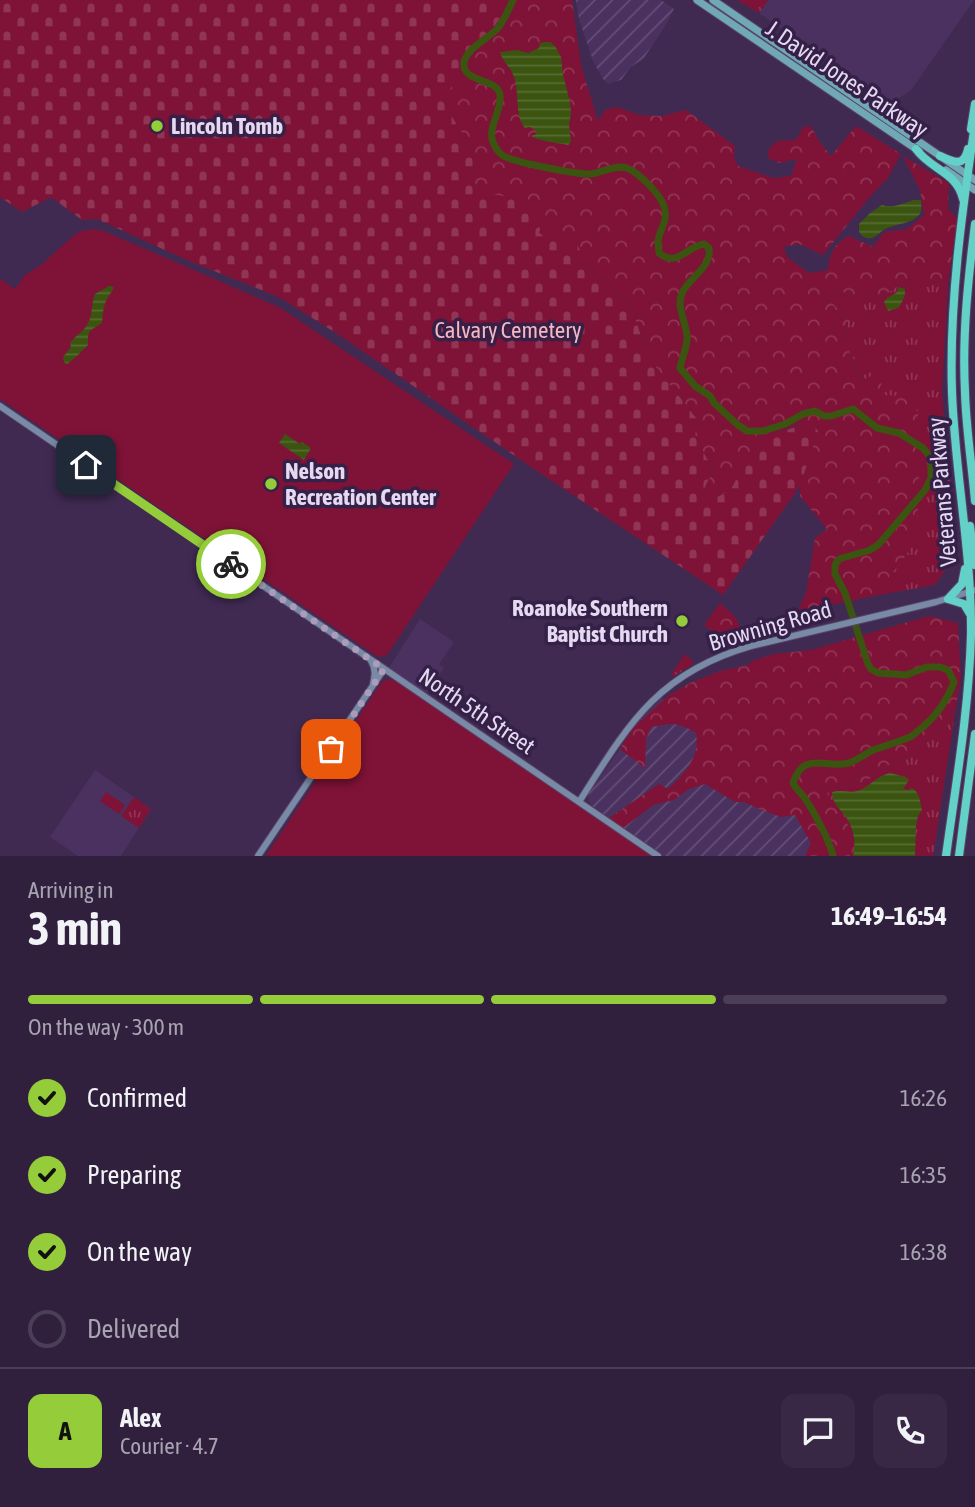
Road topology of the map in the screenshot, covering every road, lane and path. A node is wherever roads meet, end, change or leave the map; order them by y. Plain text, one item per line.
1 (713, 0) edge
2 (700, 2) edge
3 (975, 104) edge
4 (975, 124) edge
5 (916, 149) junction
6 (940, 156) junction
7 (971, 182) edge
8 (964, 207) junction
9 (975, 224) edge
10 (975, 252) edge
11 (969, 272) junction
12 (0, 405) edge
13 (961, 492) junction
14 (975, 501) edge
15 (965, 531) junction
16 (975, 565) edge
17 (973, 594) edge
18 (948, 599) junction
19 (971, 615) junction
20 (369, 659) junction
21 (384, 669) junction
22 (400, 680) junction
23 (373, 686) junction
24 (975, 734) edge
25 (579, 802) junction
26 (258, 856) edge
27 (657, 856) edge
28 (946, 856) edge
29 (959, 856) edge

1 - 6 main road, J. David Jones Parkway
2 - 5 main road, J. David Jones Parkway
3 - 6 highway
4 - 7 highway, Veterans Parkway
5 - 7 main road, J. David Jones Parkway
5 - 8 highway
6 - 7 main road, J. David Jones Parkway
7 - 8 highway, Veterans Parkway
8 - 13 highway, Veterans Parkway
9 - 11 highway, Veterans Parkway
10 - 11 highway
11 - 14 highway, Veterans Parkway
12 - 20 main road, North 5th Street
13 - 15 highway, Veterans Parkway
13 - 16 highway
15 - 17 highway, Veterans Parkway
15 - 18 highway
17 - 18 main road, Browning Road
17 - 19 highway, Veterans Parkway
18 - 19 highway
18 - 25 main road, Browning Road
19 - 28 highway, Veterans Parkway
20 - 21 main road, North 5th Street
20 - 23 main road
21 - 22 main road, North 5th Street
21 - 23 main road
22 - 23 main road
22 - 25 main road, North 5th Street
23 - 26 main road
24 - 29 highway
25 - 27 main road, North 5th Street

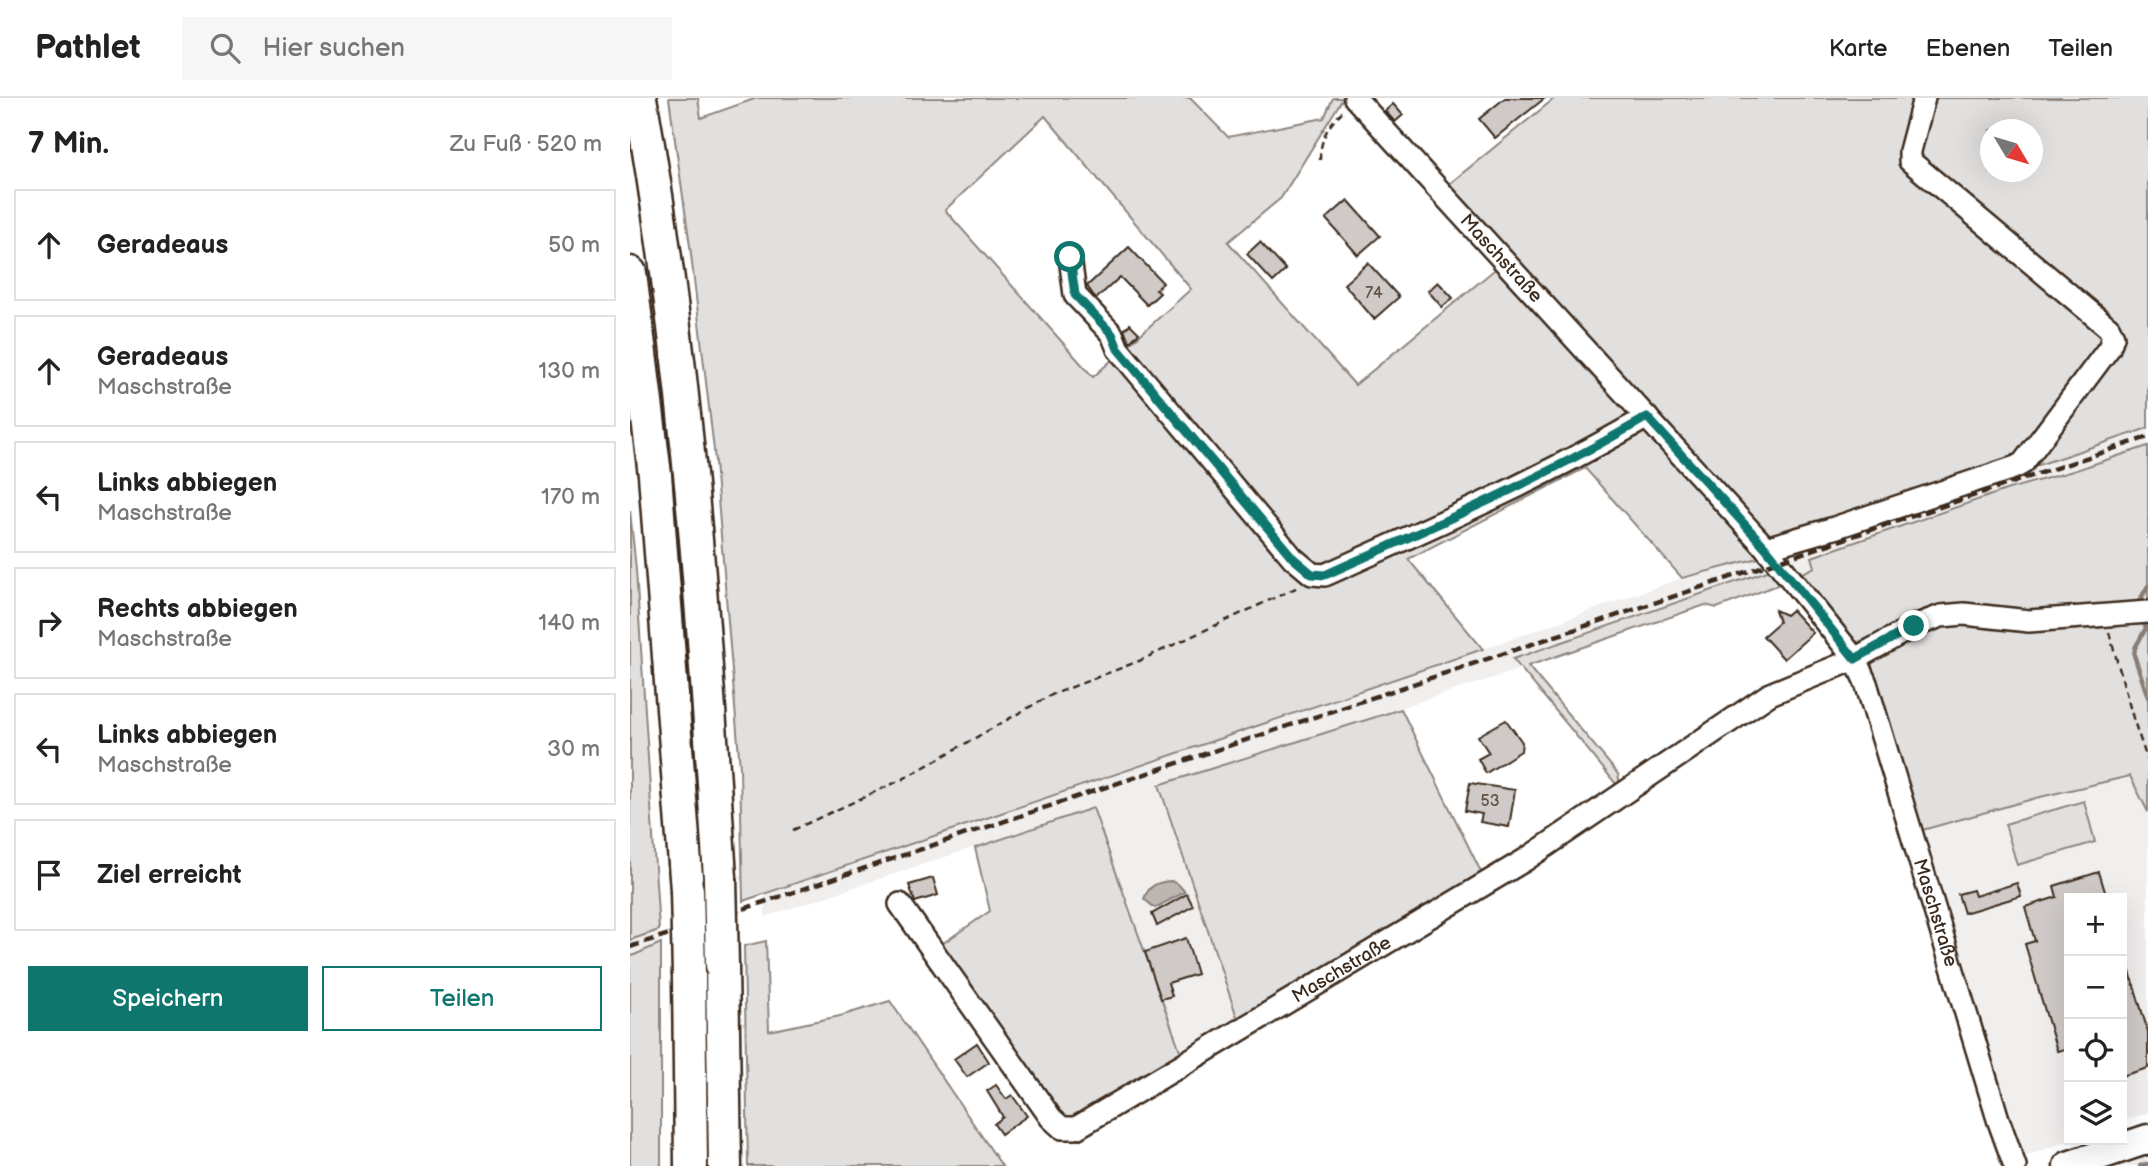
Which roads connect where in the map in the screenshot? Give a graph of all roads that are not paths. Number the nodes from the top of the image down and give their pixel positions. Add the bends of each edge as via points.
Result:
1 (1924, 98) edge
2 (1355, 99) edge
3 (642, 102) edge
4 (1070, 257) dead end
5 (630, 273) edge
6 (1647, 417) junction
7 (1766, 548) junction
8 (2148, 612) edge
9 (1855, 659) junction
10 (900, 904) dead end
11 (2148, 1139) edge
12 (691, 1166) edge
13 (725, 1166) edge
14 (2015, 1166) edge
15 (2068, 1166) edge

1 - 7 street via 1910,162 2109,328 2113,337 2017,467
2 - 6 street, Maschstraße
3 - 13 highway, bridge via 668,284 703,608 720,878
4 - 6 street via 1075,295 1112,334 1118,349 1293,558 1312,574 1325,575 1498,497
5 - 12 highway, bridge via 654,475 687,890
6 - 7 street, Maschstraße
7 - 9 street, Maschstraße
8 - 9 street, Maschstraße via 2029,621 1941,616
9 - 10 street, Maschstraße via 1770,694 1525,860 1076,1128 1062,1128 1051,1118
9 - 14 street, Maschstraße
11 - 15 main road

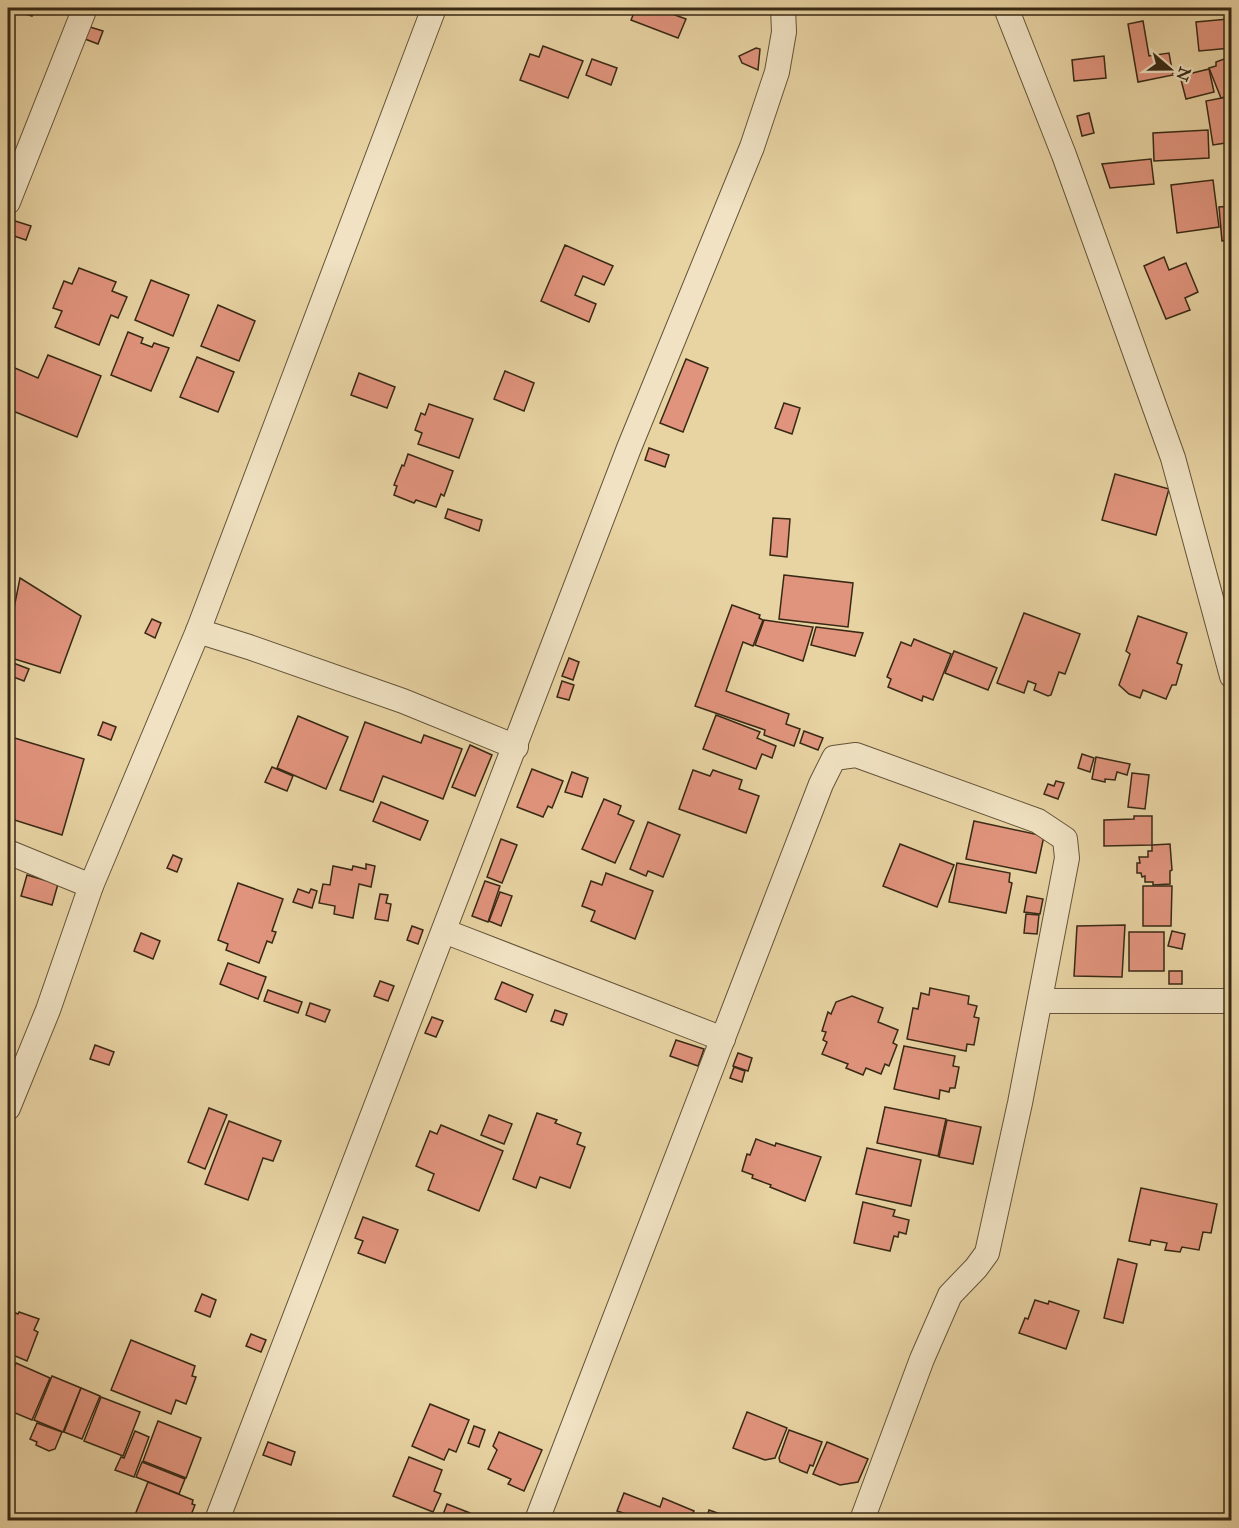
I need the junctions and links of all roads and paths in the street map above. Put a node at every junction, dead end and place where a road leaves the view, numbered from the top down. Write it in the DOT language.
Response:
graph roads {
  1 [pos="85,8"];
  2 [pos="434,8"];
  3 [pos="783,8"];
  4 [pos="1010,8"];
  5 [pos="8,202"];
  6 [pos="198,632"];
  7 [pos="1232,676"];
  8 [pos="516,747"];
  9 [pos="8,852"];
  10 [pos="91,886"];
  11 [pos="444,931"];
  12 [pos="1040,1001"];
  13 [pos="1232,1001"];
  14 [pos="723,1039"];
  15 [pos="8,1108"];
  16 [pos="217,1521"];
  17 [pos="537,1521"];
  18 [pos="862,1521"];
  1 -- 5 [label="street"];
  2 -- 6 [label="street"];
  3 -- 8 [label="street"];
  4 -- 7 [label="street"];
  6 -- 8 [label="street"];
  6 -- 10 [label="street"];
  8 -- 11 [label="street"];
  9 -- 10 [label="street"];
  10 -- 15 [label="street"];
  11 -- 14 [label="street"];
  11 -- 16 [label="street"];
  12 -- 13 [label="street"];
  12 -- 14 [label="street"];
  12 -- 18 [label="street"];
  14 -- 17 [label="street"];
}
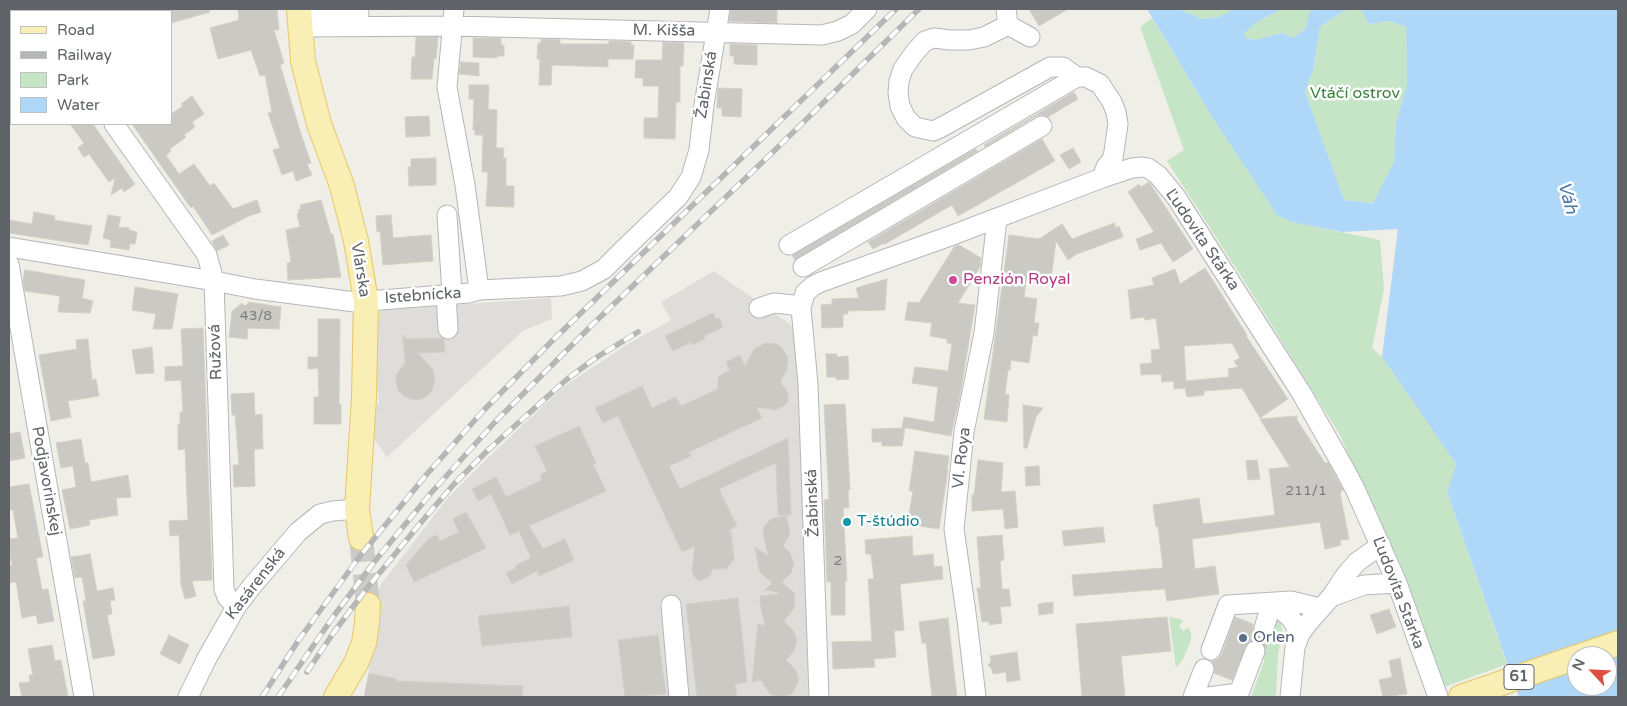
• • •
Assignment:
Please restate the whole listing exactly, without any of its pictures.

Result of this exercise:
Road topology of the map in the screenshot, covering every road, lane and path. A node is wherever roads meet, end, change or leave the map; order them by y. Plain text, one item per line.
1 (713, 0) edge
2 (700, 2) edge
3 (975, 104) edge
4 (975, 124) edge
5 (916, 149) junction
6 (940, 156) junction
7 (971, 182) edge
8 (964, 207) junction
9 (975, 224) edge
10 (975, 252) edge
11 (969, 272) junction
12 (0, 405) edge
13 (961, 492) junction
14 (975, 501) edge
15 (965, 531) junction
16 (975, 565) edge
17 (973, 594) edge
18 (948, 599) junction
19 (971, 615) junction
20 (369, 659) junction
21 (384, 669) junction
22 (400, 680) junction
23 (373, 686) junction
24 (975, 734) edge
25 (579, 802) junction
26 (258, 856) edge
27 (657, 856) edge
28 (946, 856) edge
29 (959, 856) edge

1 - 6 main road, J. David Jones Parkway
2 - 5 main road, J. David Jones Parkway
3 - 6 highway
4 - 7 highway, Veterans Parkway
5 - 7 main road, J. David Jones Parkway
5 - 8 highway
6 - 7 main road, J. David Jones Parkway
7 - 8 highway, Veterans Parkway
8 - 13 highway, Veterans Parkway
9 - 11 highway, Veterans Parkway
10 - 11 highway
11 - 14 highway, Veterans Parkway
12 - 20 main road, North 5th Street
13 - 15 highway, Veterans Parkway
13 - 16 highway
15 - 17 highway, Veterans Parkway
15 - 18 highway
17 - 18 main road, Browning Road
17 - 19 highway, Veterans Parkway
18 - 19 highway
18 - 25 main road, Browning Road
19 - 28 highway, Veterans Parkway
20 - 21 main road, North 5th Street
20 - 23 main road
21 - 22 main road, North 5th Street
21 - 23 main road
22 - 23 main road
22 - 25 main road, North 5th Street
23 - 26 main road
24 - 29 highway
25 - 27 main road, North 5th Street

Which roads connect where in the map in the screenshot? Give a graph of all roads that are not paths. Number the nodes from the top of the image down and give their pixel positions. Add the bends of each edge as via points.
Result:
1 (1924, 98) edge
2 (1355, 99) edge
3 (642, 102) edge
4 (1070, 257) dead end
5 (630, 273) edge
6 (1647, 417) junction
7 (1766, 548) junction
8 (2148, 612) edge
9 (1855, 659) junction
10 (900, 904) dead end
11 (2148, 1139) edge
12 (691, 1166) edge
13 (725, 1166) edge
14 (2015, 1166) edge
15 (2068, 1166) edge

1 - 7 street via 1910,162 2109,328 2113,337 2017,467
2 - 6 street, Maschstraße
3 - 13 highway, bridge via 668,284 703,608 720,878
4 - 6 street via 1075,295 1112,334 1118,349 1293,558 1312,574 1325,575 1498,497
5 - 12 highway, bridge via 654,475 687,890
6 - 7 street, Maschstraße
7 - 9 street, Maschstraße
8 - 9 street, Maschstraße via 2029,621 1941,616
9 - 10 street, Maschstraße via 1770,694 1525,860 1076,1128 1062,1128 1051,1118
9 - 14 street, Maschstraße
11 - 15 main road

I need the junctions and links of all roads and paths in the street map above. Put a node at every junction, dead end and place where a road leaves the view, numbered from the top down. Write it in the DOT language.
Response:
graph roads {
  1 [pos="85,8"];
  2 [pos="434,8"];
  3 [pos="783,8"];
  4 [pos="1010,8"];
  5 [pos="8,202"];
  6 [pos="198,632"];
  7 [pos="1232,676"];
  8 [pos="516,747"];
  9 [pos="8,852"];
  10 [pos="91,886"];
  11 [pos="444,931"];
  12 [pos="1040,1001"];
  13 [pos="1232,1001"];
  14 [pos="723,1039"];
  15 [pos="8,1108"];
  16 [pos="217,1521"];
  17 [pos="537,1521"];
  18 [pos="862,1521"];
  1 -- 5 [label="street"];
  2 -- 6 [label="street"];
  3 -- 8 [label="street"];
  4 -- 7 [label="street"];
  6 -- 8 [label="street"];
  6 -- 10 [label="street"];
  8 -- 11 [label="street"];
  9 -- 10 [label="street"];
  10 -- 15 [label="street"];
  11 -- 14 [label="street"];
  11 -- 16 [label="street"];
  12 -- 13 [label="street"];
  12 -- 14 [label="street"];
  12 -- 18 [label="street"];
  14 -- 17 [label="street"];
}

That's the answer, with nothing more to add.